Within these three main sections are a total of 18 different modules that address various elements of an advice practice’s marketing mix, including topics such as:

  • Developing a marketing plan for the business
  • The client decision making process
  • Building a website
  • How to obtain referrals
  • Generating leads with direct mail campaigns
  • Client segmentation
  • How to conduct and maximise the value of seminars and client events

Another module included within the SAM package of services helps advisers market to different life stages.  Using research findings, CommInsure’s Head of Marketing, Michal Browne, demonstrated to advisers the key drivers for Baby Boomers, Generation X and Generation Y clients, how the drivers can vary between these key client segments, the impact on them of the Global Financial Crisis and the importance of the issue of Trust, particularly post GFC.

Mr Browne pointed out that how a client or a prospective client perceives their adviser can often be determined by factors beyond the adviser’s control, such as the GFC, which is why the issue of building trust was paramount in developing lasting, productive adviser/client relationships.

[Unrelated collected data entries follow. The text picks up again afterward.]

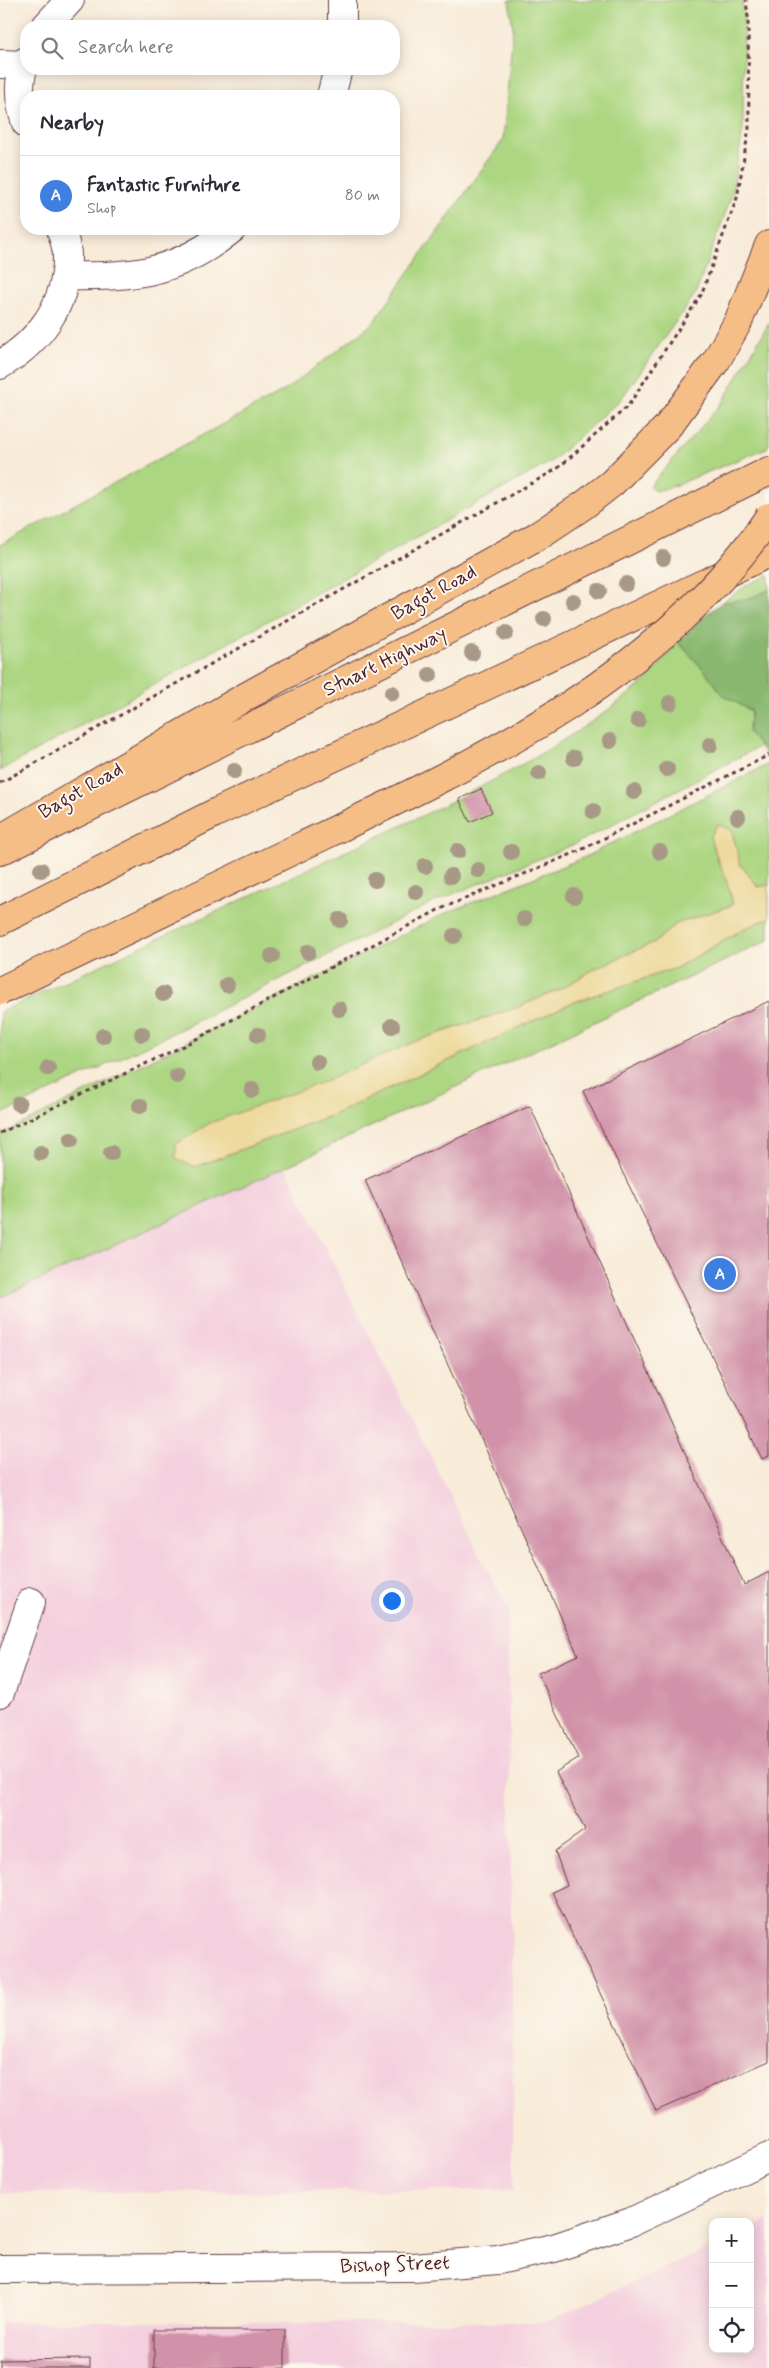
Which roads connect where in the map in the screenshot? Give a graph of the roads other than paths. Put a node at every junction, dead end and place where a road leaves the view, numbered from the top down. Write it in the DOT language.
graph roads {
  1 [pos="70,0"];
  2 [pos="342,0"];
  3 [pos="52,20"];
  4 [pos="342,20"];
  5 [pos="17,63"];
  6 [pos="336,75"];
  7 [pos="333,90"];
  8 [pos="20,91"];
  9 [pos="63,235"];
  10 [pos="224,235"];
  11 [pos="769,245"];
  12 [pos="66,276"];
  13 [pos="0,364"];
  14 [pos="769,471"];
  15 [pos="769,517"];
  16 [pos="769,553"];
  17 [pos="0,839"];
  18 [pos="0,851"];
  19 [pos="0,921"];
  20 [pos="0,991"];
  21 [pos="31,1602"];
  22 [pos="0,1693"];
  23 [pos="769,2157"];
  24 [pos="0,2269"];
  1 -- 3 [label="street"];
  2 -- 4 [label="street"];
  5 -- 8 [label="street"];
  6 -- 7 [label="street"];
  9 -- 12 [label="street"];
  10 -- 12 [label="street"];
  11 -- 17 [label="main road, Bagot Road"];
  12 -- 13 [label="street"];
  14 -- 18 [label="main road, Stuart Highway"];
  15 -- 20 [label="main road, bridge"];
  16 -- 19 [label="main road"];
  21 -- 22 [label="street"];
  23 -- 24 [label="street, Bishop Street"];
}
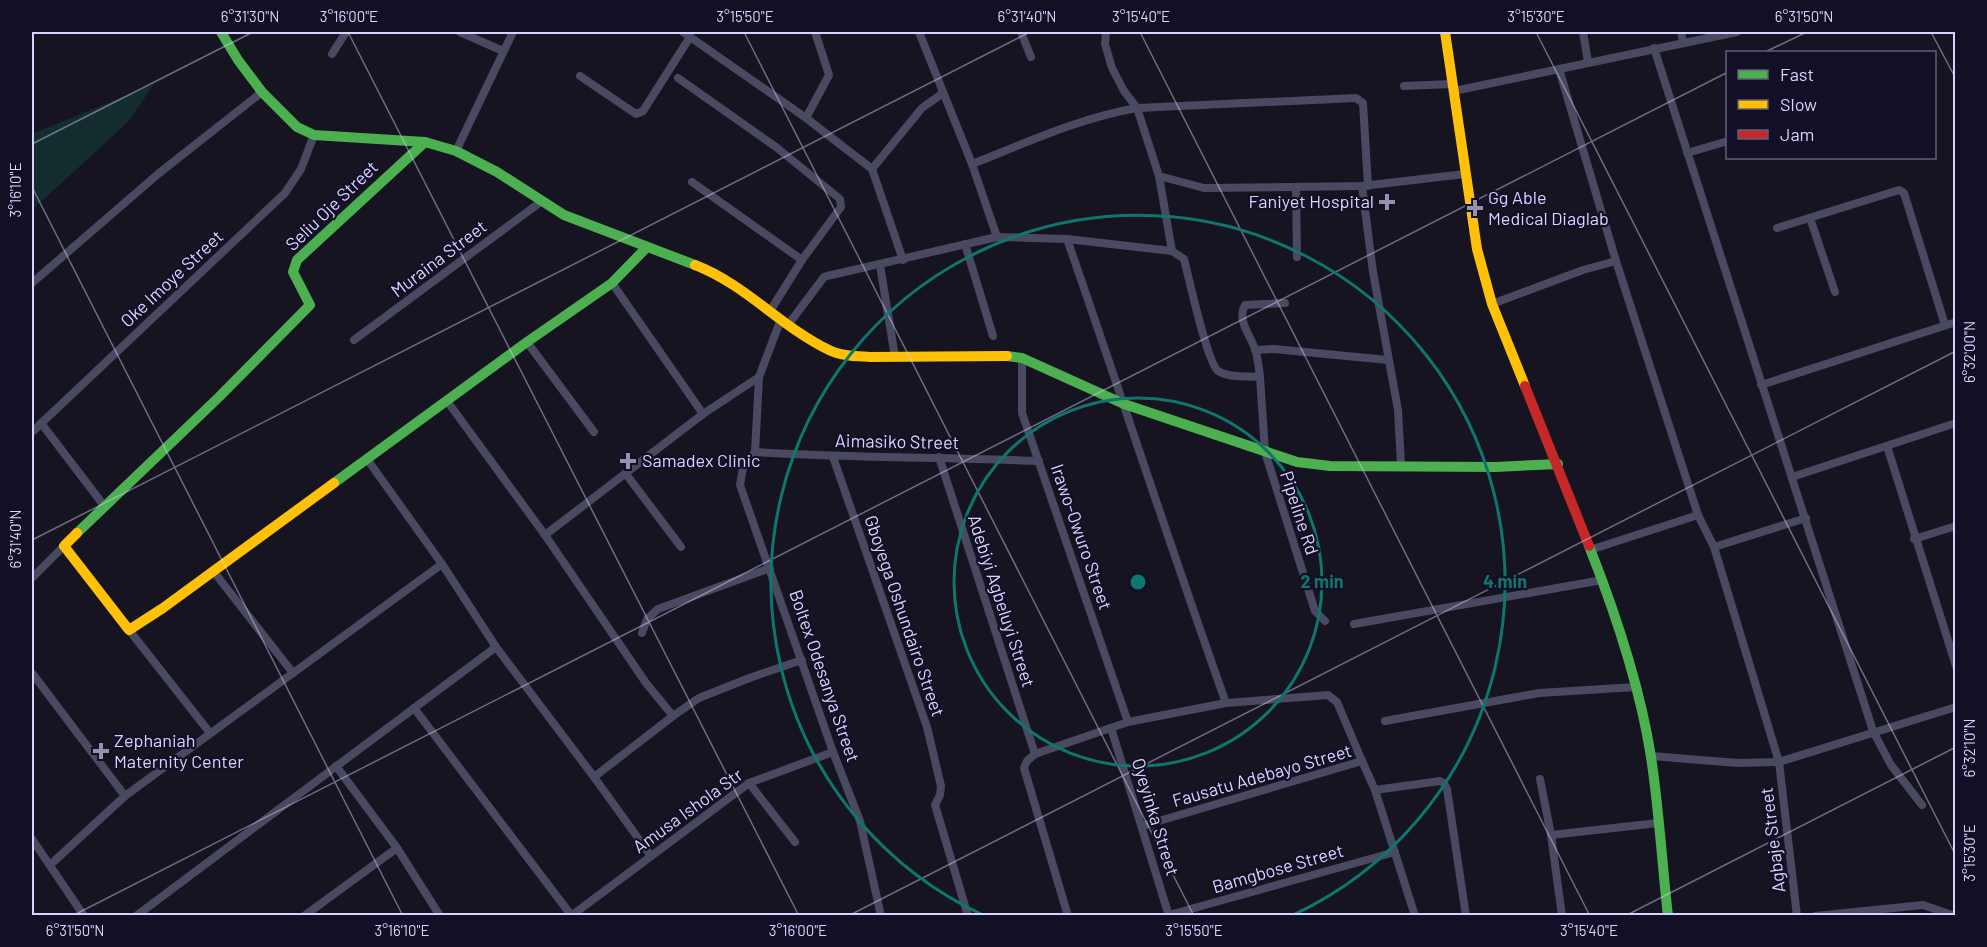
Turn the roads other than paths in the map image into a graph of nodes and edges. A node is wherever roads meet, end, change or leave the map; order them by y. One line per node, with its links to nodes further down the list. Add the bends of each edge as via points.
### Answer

CommInsure’s current affairs-style roadshow presentation, hosted by journalist and presenter, Peter Thompson, covered a range of topics under the theme of  ‘exposing the truth’ about important industry issues.

One alarming fact shared with the audience highlighted the plight of so many Australians who are underinsured.  Advisers were told that the end result of the 2009 Victorian bushfire tragedy saw $846 million paid out to bushfire victims holding general insurance cover, compared to a paltry $1 million paid in total for life insurance claims.

Advisers also heard from Business Health’s Tony Stephens on how to develop greater productivity and growth in their business, as well as hearing from a disability claimant about his journey to recovery and the irreplaceable value of his insurance cover.

The roadshow also presented an excellent mock trial at the Financial Ombudsman Service (FOS) on the risks that can be associated with failure to keep adequate records when dealing with clients’ needs and requirements.

Summarising the key messages from the roadshow presentations, Mr Thompson told the ‘studio audience’ that, as advisers, they are in the business of keeping promises.